_INPUT MATERIAL_
■ ■ ■ ■ ■
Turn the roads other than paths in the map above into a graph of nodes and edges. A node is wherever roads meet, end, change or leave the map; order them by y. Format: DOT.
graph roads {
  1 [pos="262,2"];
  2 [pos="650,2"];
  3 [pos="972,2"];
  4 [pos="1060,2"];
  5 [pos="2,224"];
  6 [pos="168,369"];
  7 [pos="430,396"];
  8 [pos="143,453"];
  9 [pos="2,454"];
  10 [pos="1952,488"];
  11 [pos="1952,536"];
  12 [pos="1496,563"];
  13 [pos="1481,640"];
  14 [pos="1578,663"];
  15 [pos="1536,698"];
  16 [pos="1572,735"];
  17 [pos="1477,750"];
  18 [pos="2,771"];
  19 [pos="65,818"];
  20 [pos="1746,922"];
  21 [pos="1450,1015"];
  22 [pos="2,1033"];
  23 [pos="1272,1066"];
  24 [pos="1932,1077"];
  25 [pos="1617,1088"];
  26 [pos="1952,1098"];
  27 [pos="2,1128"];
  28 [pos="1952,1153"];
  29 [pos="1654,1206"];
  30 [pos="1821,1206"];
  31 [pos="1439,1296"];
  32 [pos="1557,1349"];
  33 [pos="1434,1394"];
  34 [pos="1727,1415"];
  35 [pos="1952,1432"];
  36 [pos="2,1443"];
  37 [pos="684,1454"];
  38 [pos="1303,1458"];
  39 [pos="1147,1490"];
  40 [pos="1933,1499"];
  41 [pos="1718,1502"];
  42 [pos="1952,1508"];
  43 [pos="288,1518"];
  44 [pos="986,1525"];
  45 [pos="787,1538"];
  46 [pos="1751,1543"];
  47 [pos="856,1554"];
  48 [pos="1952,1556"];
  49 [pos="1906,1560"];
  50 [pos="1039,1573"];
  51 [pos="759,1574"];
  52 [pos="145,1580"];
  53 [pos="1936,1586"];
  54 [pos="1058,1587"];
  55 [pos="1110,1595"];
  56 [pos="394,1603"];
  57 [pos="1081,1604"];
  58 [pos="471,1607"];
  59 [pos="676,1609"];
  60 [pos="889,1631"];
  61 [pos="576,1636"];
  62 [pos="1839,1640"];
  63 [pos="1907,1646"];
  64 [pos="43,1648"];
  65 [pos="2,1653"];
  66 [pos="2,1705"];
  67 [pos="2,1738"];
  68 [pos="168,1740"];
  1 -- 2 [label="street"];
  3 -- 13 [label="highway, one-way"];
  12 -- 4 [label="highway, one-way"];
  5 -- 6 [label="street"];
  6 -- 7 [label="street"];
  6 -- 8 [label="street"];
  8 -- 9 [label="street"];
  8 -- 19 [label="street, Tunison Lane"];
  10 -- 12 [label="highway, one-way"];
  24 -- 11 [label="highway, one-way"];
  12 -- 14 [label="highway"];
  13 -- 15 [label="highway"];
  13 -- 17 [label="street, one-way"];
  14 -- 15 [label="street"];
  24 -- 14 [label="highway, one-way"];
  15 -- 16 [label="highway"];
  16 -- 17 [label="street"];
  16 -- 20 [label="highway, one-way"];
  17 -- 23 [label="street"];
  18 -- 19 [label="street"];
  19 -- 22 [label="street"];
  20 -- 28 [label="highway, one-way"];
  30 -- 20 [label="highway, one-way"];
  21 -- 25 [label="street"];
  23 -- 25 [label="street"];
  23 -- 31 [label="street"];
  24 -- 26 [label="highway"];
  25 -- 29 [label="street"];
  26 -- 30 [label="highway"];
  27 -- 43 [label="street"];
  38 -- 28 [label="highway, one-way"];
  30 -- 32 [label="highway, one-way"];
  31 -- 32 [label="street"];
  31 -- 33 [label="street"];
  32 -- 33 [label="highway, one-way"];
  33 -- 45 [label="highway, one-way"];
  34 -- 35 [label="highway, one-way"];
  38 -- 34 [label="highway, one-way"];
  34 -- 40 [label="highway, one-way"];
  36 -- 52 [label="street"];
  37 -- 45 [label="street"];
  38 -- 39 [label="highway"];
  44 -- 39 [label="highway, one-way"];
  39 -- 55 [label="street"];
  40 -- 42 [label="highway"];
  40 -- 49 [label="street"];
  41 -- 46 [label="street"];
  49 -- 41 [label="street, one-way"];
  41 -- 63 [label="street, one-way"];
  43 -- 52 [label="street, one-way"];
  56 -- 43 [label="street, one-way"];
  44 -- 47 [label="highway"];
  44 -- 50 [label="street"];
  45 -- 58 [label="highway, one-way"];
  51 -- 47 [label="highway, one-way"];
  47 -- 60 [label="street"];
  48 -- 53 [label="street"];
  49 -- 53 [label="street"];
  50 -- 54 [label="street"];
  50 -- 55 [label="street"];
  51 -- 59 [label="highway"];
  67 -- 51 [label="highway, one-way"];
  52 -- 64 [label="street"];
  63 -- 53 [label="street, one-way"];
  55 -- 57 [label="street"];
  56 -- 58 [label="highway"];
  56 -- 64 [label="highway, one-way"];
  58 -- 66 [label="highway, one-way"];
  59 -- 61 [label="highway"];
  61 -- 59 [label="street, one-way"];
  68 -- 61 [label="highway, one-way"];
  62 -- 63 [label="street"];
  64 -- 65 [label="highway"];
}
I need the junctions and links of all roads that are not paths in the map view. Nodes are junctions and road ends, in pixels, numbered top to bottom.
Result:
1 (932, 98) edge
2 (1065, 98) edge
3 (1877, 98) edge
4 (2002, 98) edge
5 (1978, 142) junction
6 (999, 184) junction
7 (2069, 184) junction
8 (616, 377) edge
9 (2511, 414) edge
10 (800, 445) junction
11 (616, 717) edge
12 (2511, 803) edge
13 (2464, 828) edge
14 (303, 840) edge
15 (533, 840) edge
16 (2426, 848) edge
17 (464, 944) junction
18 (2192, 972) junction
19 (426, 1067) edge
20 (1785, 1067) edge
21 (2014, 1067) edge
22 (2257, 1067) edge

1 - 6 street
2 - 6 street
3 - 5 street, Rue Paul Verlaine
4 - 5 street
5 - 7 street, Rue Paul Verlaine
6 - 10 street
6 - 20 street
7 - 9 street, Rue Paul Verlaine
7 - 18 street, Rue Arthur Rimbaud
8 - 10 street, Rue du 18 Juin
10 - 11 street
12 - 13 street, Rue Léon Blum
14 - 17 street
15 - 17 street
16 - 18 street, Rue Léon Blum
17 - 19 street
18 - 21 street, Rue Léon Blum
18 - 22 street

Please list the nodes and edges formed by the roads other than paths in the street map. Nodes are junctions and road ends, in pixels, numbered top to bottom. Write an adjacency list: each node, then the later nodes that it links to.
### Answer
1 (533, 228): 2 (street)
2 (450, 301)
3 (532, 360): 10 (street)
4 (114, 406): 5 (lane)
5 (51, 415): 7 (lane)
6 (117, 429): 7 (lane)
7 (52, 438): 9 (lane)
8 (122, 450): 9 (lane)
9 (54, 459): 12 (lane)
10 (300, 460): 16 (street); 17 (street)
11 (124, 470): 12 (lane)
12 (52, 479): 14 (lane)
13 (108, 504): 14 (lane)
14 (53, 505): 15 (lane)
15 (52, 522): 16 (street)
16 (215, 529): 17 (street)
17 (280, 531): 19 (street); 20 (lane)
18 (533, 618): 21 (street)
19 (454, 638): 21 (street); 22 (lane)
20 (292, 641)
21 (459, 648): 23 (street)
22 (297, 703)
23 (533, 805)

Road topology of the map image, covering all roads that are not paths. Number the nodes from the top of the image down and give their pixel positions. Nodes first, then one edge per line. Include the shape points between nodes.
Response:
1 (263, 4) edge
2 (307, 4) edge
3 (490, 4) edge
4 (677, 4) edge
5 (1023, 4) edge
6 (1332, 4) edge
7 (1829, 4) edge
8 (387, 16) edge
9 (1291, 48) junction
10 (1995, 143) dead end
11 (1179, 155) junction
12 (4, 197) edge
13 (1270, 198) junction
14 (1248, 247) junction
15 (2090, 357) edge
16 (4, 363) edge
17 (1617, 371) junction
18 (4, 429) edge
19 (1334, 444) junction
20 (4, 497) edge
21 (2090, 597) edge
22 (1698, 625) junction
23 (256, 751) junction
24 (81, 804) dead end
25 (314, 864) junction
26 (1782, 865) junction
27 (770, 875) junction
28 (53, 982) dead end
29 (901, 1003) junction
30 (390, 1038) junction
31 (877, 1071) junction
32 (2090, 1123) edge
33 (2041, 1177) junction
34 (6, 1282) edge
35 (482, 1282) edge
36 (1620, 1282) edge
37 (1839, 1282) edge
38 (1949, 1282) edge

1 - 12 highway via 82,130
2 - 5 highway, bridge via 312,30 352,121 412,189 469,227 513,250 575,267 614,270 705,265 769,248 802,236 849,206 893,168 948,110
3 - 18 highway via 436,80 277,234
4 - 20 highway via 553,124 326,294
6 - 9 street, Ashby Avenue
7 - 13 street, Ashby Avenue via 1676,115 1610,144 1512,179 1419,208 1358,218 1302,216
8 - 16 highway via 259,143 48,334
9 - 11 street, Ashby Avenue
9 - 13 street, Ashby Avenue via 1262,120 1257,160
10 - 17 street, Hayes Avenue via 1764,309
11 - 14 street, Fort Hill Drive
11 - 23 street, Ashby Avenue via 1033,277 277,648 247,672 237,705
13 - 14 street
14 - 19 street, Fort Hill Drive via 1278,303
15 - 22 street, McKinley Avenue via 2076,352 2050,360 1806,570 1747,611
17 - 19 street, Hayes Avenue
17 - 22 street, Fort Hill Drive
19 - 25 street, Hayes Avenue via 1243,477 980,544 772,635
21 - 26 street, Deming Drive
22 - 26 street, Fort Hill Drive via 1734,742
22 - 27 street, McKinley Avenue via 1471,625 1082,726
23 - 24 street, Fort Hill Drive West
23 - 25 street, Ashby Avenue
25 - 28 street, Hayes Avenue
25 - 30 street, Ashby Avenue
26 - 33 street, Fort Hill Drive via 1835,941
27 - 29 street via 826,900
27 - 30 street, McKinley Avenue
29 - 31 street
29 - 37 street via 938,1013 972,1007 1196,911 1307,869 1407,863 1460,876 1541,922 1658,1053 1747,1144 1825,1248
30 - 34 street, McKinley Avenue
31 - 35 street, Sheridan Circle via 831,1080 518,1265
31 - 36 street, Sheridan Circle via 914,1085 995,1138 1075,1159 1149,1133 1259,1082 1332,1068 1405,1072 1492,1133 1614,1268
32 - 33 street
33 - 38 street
■ ■ ■ ■ ■
In the listing, find all lines with the string "Blum" and copy them.

12 - 13 street, Rue Léon Blum
16 - 18 street, Rue Léon Blum
18 - 21 street, Rue Léon Blum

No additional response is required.